Johannes Carusus ci permette di conoscere anche l’animo e la forza di un popolo: i sardi. L’importanza della famiglia, del ruolo delle donne, che comandano e che non amano la guerra ma che sanno covare la voglia di vendetta. Lo spirito della balentìa, perché Balente è un uomo che vale, è un uomo che è in grado di rispondere a un’offesa o a un’ingiustizia a viso aperto.
Un romanzo speciale, insomma, che ci riporta indietro lasciandoci riflettere anche sulle cose che non sono mai mutate.
Carmen Salis
PREMESSA
Lo sfacelo dell’Impero Romano d’Occidente (nel 476 d.C. Odoacre, re dei Goti, depone Romolo Augustolo, imperatore d’occidente con capitale in Ravenna) determinò una redistribuzione delle competenze sui territori che lo costituivano. In particolare la Sardegna fu annessa all’Impero Romano d’Oriente con sede in Costantinopoli o Bisanzio che dir si voglia, l’attuale Istanbul.
I diversi imperatori che si succedettero su quel trono, per oltre tre secoli assicurarono la difesa dell’isola dalle invasioni provenienti prima dal nord (Vandali, Goti, Ostrogoti) e poi dal sud (i Mori, arabi musulmani del nord Africa). Per far fronte a tali periodiche intrusioni la Sardegna fu riorganizzata sia militarmente che civilmente: il comando militare fu trasferito a Fordongianus (nome attuale dell’antico Forum Traiani) e delegazioni a Calaris (Cagliari), Tharros (le cui rovine si trovano sulla penisola a nord del golfo di Oristano), Civita (Olbia), Turris Libisonis (Porto Torres). La suddivisione militare fu affiancata da un’analoga divisione dell’organizzazione della chiesa in curatorie, con a capo un vescovo, e di quella civile con la nomina di judex (giudici), competenti su un vasto territorio isolano.
A partire dal IX secolo i sardi dovettero iniziare a far fronte con le proprie forze alle minacce esterne, mentre l’impegno dell’Impero Orientale veniva diminuendo sempre più, dovendo a sua volta combattere contro l’espansione musulmana nel medio oriente e in nord Africa, e il Sacro Romano Impero fondato da Carlo Magno non aveva ancora forze sufficienti alla bisogna. I sardi se la cavarono bene, riuscendo a respingere gli invasori in alcune battaglie, sia in terra che in mare, con l’aiuto delle Repubbliche marinare di Pisa e di Genova.
Il tempo che va dal IX all’XI secolo è piuttosto oscuro, nel senso che la Sardegna esce del tutto o quasi dalla scena della storia (mancano completamente documenti prodotti nell’isola) e quel poco che si conosce discende dalle cronache delle ingerenze di Pisa e Genova, che intanto acquistavano sempre maggiore potenza militare ed economica nel Mediterraneo, insieme a Venezia.
La storia della Sardegna dal mille al 1400 fu un susseguirsi impazzito di guerre di potere (e di periodiche ribellioni) fra Sacro Romano Impero d’Occidente, Papato, Pisa, Genova, Spagna (e Francia) e Giudicati. I Giudicati furono forme di autogoverno legittimo e sovrano delle genti di Sardegna, che traghettarono la Regione dal Medioevo all’Evo Moderno. Sorsero in forma, si potrebbe dire, spontanea, sulle ceneri dell’organizzazione civile e militare lasciata da Bisanzio, che i sardi mantennero in vita, adattandola alle condizioni via via venutesi a creare.

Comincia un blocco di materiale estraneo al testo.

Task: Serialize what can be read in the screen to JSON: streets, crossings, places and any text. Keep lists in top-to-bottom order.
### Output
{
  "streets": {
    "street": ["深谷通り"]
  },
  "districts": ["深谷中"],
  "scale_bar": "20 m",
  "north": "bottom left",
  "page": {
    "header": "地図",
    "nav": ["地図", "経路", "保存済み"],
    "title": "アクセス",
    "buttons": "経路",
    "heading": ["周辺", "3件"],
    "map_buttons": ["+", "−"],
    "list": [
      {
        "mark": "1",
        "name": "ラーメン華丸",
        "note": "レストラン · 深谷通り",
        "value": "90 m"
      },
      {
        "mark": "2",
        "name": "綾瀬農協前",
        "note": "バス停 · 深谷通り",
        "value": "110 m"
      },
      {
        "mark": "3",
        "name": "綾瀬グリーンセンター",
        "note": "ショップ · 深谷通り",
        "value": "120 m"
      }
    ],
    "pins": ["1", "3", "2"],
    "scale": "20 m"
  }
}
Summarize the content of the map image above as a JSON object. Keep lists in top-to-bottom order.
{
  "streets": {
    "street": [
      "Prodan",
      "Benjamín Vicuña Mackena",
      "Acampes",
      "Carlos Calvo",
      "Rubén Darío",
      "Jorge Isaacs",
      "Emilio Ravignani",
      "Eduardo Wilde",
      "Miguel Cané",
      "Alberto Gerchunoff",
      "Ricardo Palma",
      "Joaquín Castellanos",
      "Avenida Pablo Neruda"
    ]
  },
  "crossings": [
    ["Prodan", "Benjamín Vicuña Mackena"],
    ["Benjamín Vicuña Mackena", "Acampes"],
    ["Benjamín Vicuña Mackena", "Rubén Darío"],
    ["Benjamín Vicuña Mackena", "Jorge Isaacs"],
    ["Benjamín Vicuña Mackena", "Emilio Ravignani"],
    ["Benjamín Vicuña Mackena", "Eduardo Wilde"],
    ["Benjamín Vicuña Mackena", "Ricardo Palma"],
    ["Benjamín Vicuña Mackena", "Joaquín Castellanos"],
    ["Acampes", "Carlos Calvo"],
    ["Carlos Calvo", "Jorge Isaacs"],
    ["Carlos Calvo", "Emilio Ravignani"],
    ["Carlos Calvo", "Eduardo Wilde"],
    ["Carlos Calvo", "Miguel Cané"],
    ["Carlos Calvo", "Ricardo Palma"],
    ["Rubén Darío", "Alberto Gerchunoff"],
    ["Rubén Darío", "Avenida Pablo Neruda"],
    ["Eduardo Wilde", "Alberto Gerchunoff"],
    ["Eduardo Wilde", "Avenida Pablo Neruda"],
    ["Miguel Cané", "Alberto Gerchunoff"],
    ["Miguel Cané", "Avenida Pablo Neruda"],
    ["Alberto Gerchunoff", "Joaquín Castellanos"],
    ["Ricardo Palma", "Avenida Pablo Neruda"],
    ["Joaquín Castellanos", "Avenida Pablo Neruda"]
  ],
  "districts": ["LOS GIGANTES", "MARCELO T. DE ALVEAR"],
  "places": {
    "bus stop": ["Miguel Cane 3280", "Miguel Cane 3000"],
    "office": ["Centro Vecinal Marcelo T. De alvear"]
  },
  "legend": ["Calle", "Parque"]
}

Se si volessero ridurre a unità emblematica le vicende di quel tempo ci si troverebbe, come è accaduto a me, nella necessità di far avvenire in poco tempo azioni che nella realtà si sono svolte in un tempo dilatato sin quasi a cento anni. La sequenza reale è così confusa, di azioni, di tempi, di luoghi, di attori, da non consentire alcuna visione logica e congruente. Le istituzioni più sopra nominate hanno agito con accordi e disaccordi così mutevoli e intricati da rendere impossibile riconoscere una qualunque linea di sviluppo, tanto da non poter individuare un progetto
politico a lungo termine. Mille e mille volte le alleanze si sono fatte e disfatte, gli alleati di ieri sono diventati i nemici di oggi, che domani formeranno legami eterni con altri attori, subito pronti però al tradimento e al voltafaccia, inseguendo spesso piccoli ed effimeri successi personali.
Ecco, l’azione di questo lavoro si svolge proprio durante tale congerie di avvenimenti, con i soli artifici di contrarre il tempo e di considerare pochi avvenimenti concentrati in poche decine d’anni, con un solo eroe eponimo, mentre la realtà storica è ben più complessa e dilatata nello spazio e nel tempo.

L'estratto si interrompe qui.